Morton Mintz: Questions of Fairness and Wisdom
Posted at 12:06 am, December 17th, 2007Two one-word questions for presidential, House and Senate candidates are suggested by a Dec. 15 New York Times article.
Here’s how David Cay Johnston began the piece, which deserved page A1 but ran on B3:
“The increase in incomes of the top 1 percent of Americans from 2003 to 2005 exceeded the total income of the poorest 20 percent of Americans, data in a new report by the Congressional Budget Office shows.”
Fair? Wise?
Second graf:
“The poorest fifth of households had total income of $383.4 billion in 2005, while just the increase in income for the top 1 percent came to $524.8 billion, a figure 37 percent higher.”
Fair? Wise?
Third graf:
“The total income of the top 1.1 million households was $1.8 trillion, or 18.1 percent of the total income of all Americans, up from 14.3 percent of all income in 2003. The total 2005 income of the three million individual Americans at the top was roughly equal to that of the bottom 166 million Americans, analysis of the report showed.”
Fair? Wise?
Fifth graf:
“Earlier reports, based on tax returns, showed that in 2005 the top 10 percent, top 1 percent and fractions of the top 1 percent enjoyed their greatest share of income since 1928 and 1929.”
Fair? Wise?
Fifteenth graf:
“On average, incomes for the top 1 percent of households rose by $465,700 each, or 42.6 percent after adjusting for inflation. The incomes of the poorest fifth rose by $200, or 1.3 percent, and the middle fifth increased by $2,400 or 4.3 percent.”
Fair? Wise?
Ok, let’s be more prim and proper:
Would you change or continue tax policies that, in 2005, helped to enable 3 million Americans to have combined income of more than 18 percent of the total income of all Americans, and that approximated the combined income of 166 million Americans—55 times as many—at the bottom of the ladder?

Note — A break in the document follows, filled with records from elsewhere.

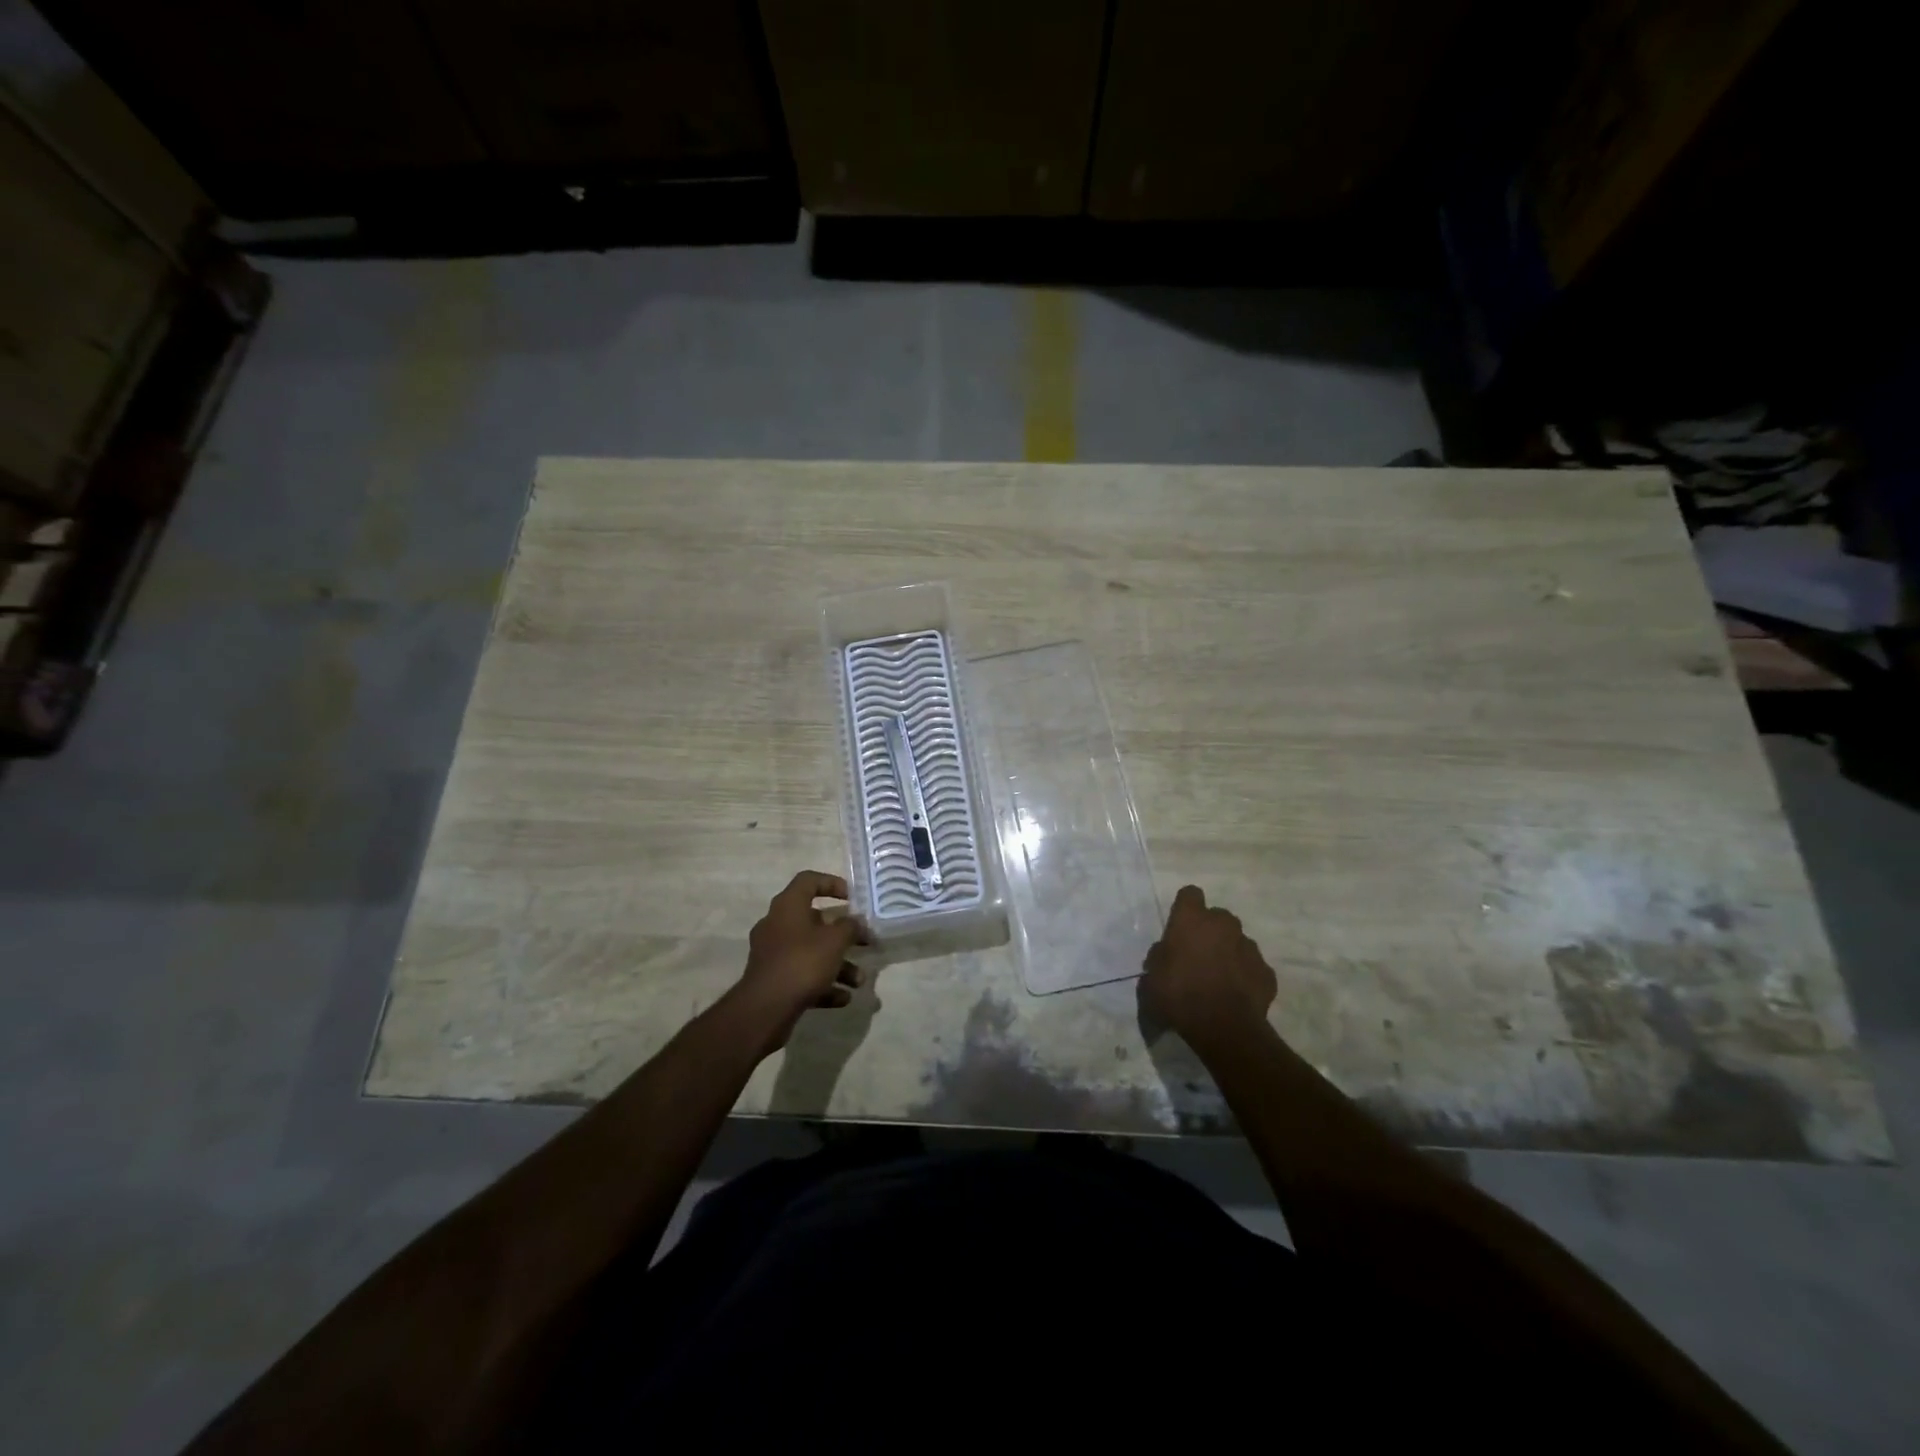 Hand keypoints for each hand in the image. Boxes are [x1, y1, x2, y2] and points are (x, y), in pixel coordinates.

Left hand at [736, 871, 866, 1048]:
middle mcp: (777, 925)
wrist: (764, 1009)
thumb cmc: (802, 963)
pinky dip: (823, 984)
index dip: (832, 883)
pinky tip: (843, 998)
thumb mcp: (835, 941)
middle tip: (865, 942)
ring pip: (811, 952)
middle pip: (814, 921)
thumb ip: (850, 927)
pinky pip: (803, 975)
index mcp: (788, 906)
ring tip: (858, 981)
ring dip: (838, 964)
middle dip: (843, 934)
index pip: (808, 881)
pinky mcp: (773, 980)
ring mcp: (773, 954)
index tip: (853, 897)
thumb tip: (856, 922)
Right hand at [1141, 885, 1276, 1050]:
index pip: (1190, 894)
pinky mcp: (1266, 972)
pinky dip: (1245, 976)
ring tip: (1218, 979)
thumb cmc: (1179, 996)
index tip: (1179, 926)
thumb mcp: (1151, 980)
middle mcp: (1223, 925)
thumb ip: (1157, 960)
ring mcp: (1249, 947)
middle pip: (1217, 917)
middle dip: (1209, 931)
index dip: (1185, 908)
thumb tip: (1164, 954)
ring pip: (1237, 942)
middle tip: (1197, 956)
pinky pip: (1252, 967)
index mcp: (1192, 920)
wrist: (1224, 1028)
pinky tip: (1236, 995)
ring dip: (1228, 953) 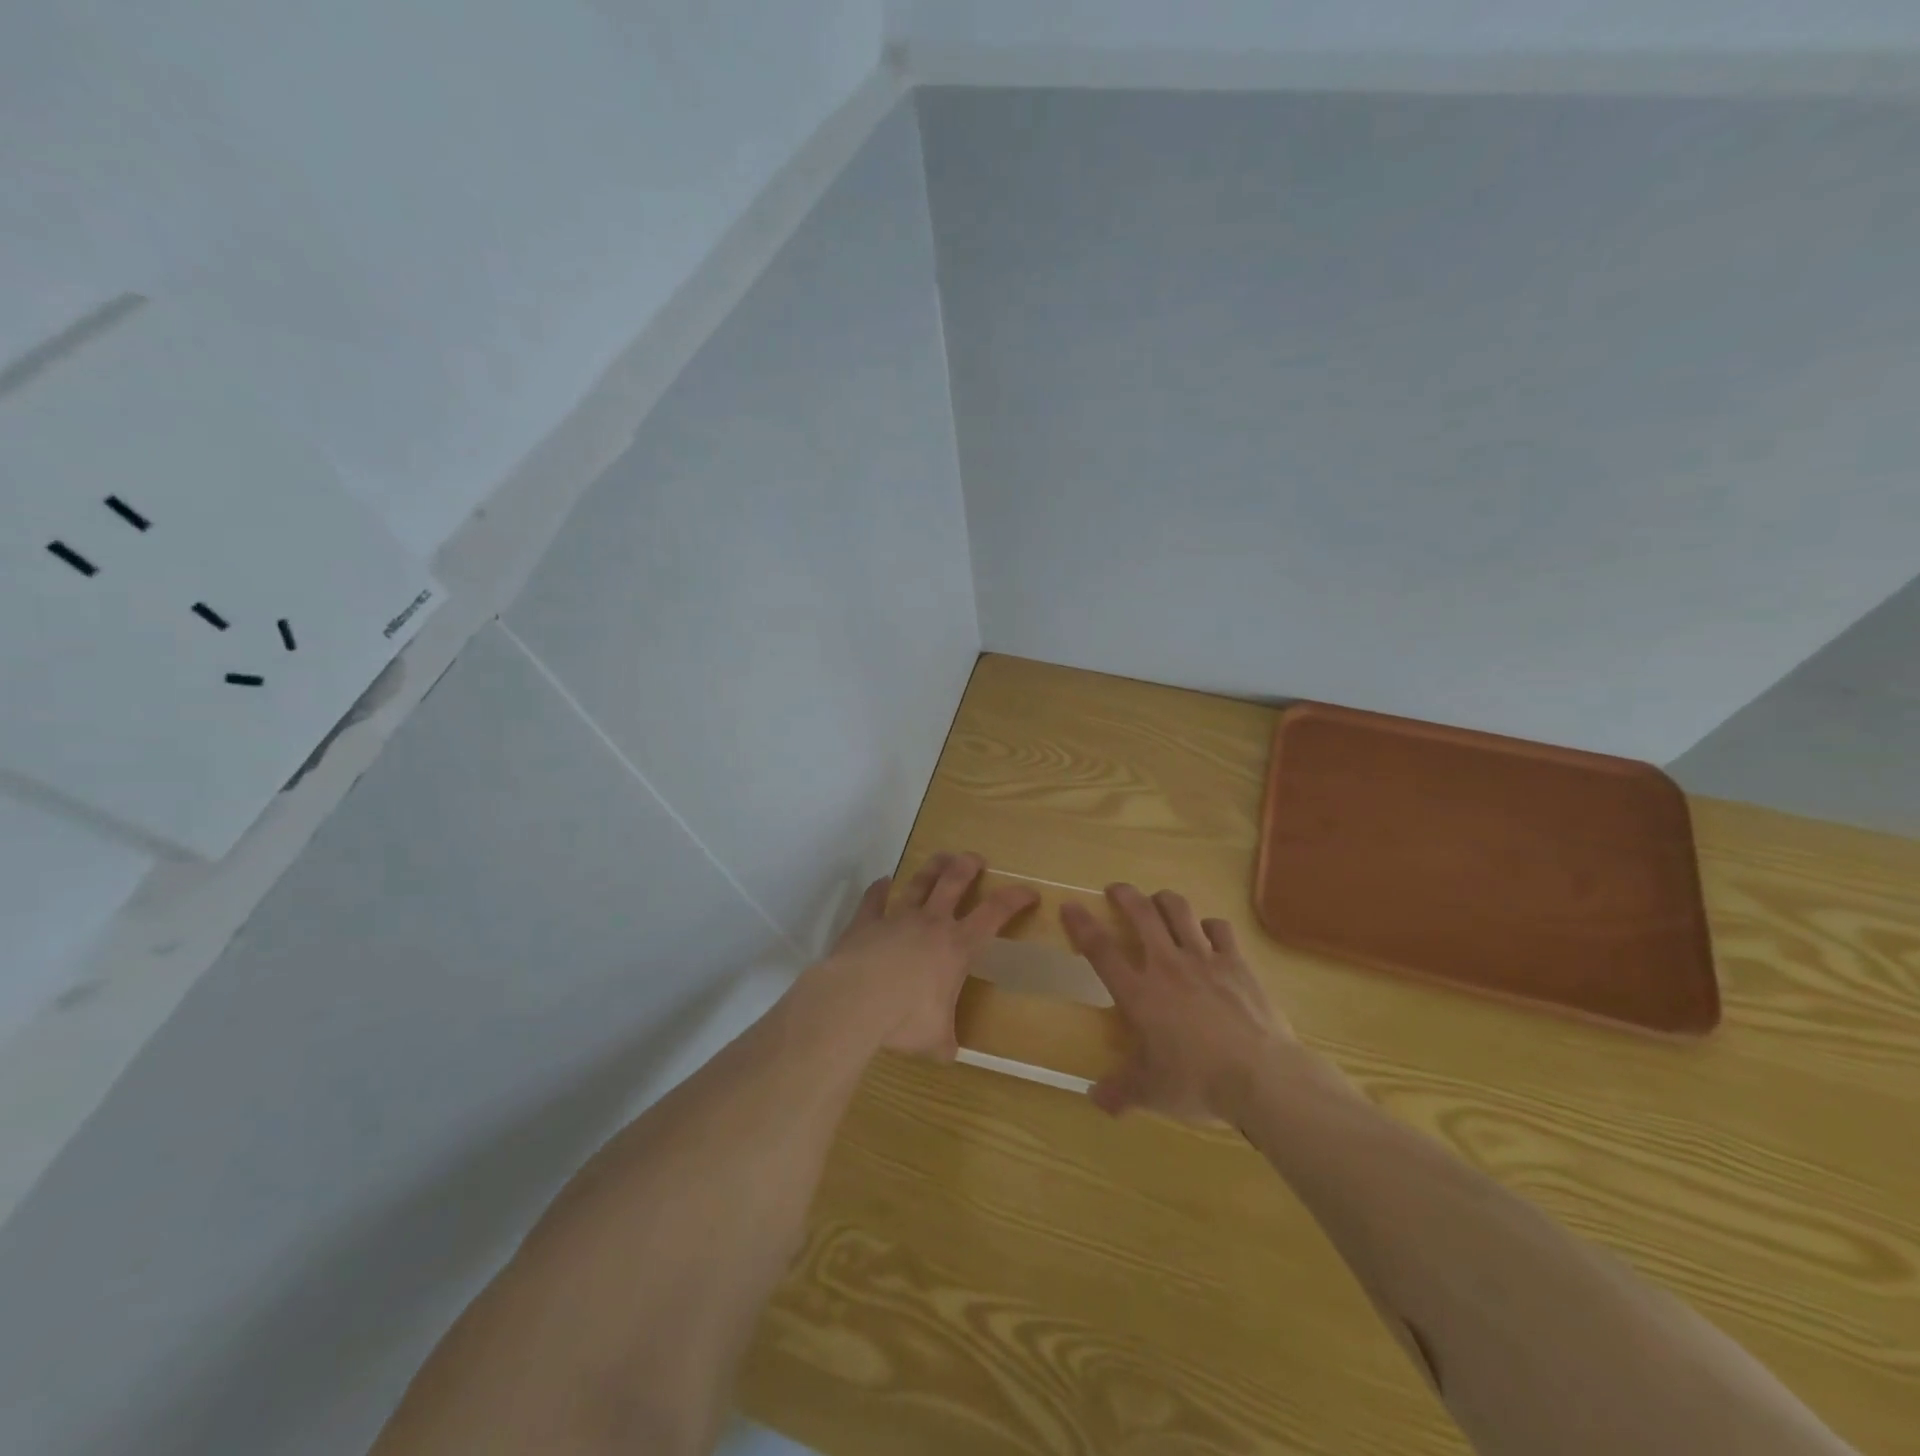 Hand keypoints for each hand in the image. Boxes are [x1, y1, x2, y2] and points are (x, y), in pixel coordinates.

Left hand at [810, 852, 1037, 1059]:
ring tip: (941, 857)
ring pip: (918, 882)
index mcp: (957, 946)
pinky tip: (882, 882)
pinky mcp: (865, 922)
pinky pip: (874, 900)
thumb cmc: (905, 1019)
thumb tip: (948, 1053)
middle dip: (968, 866)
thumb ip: (944, 1041)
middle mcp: (930, 923)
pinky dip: (879, 889)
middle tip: (976, 859)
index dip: (1015, 898)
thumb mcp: (935, 1039)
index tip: (1029, 892)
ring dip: (932, 867)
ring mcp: (896, 918)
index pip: (995, 913)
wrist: (855, 1001)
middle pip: (954, 881)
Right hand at [1062, 884, 1297, 1122]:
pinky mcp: (1236, 962)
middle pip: (1141, 914)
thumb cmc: (1198, 1082)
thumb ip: (1120, 1092)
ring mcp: (1204, 959)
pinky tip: (1207, 932)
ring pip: (1179, 910)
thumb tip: (1094, 1099)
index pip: (1101, 950)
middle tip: (1116, 889)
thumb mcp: (1152, 1094)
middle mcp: (1167, 965)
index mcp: (1139, 993)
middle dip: (1125, 895)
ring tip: (1158, 900)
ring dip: (1164, 900)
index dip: (1082, 925)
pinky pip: (1219, 928)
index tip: (1070, 906)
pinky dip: (1209, 925)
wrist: (1261, 1076)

December 19th, 2007 at 2:52 pm |
[...] Morton Mintz: Questions of Fairness and Wisdom [...]
December 21st, 2007 at 2:04 am |
Free marketeers will maintain that it is wise because the consumers determine the value of everything. Fair, it is not.
I’d also challenge the wisdom of it. As was noted, this level of income disparity last occurred before the market plummeted. Add to that what the article didn’t cover: the price of oil is challenging the alltime high set in 1981 (inflation adjusted). And that preceded the Reagan recession, the worst since that Great Depression.
Such figures as you highlight, then, are useful, more than any other characteristic. They serve as canaries in a coal mine.
i’m adverse to doomsday predictions, but I’m wise to historic parallels. Fairness falls short in the world daily. When wisdom surrenders to willful blindness, however, the dangers ignored eventually bite us all in the bum.
The top never suffers from the outcome, in monetary terms, but they should be shunned in polite society as leeches instead of leaders. Then we might have ‘fair’.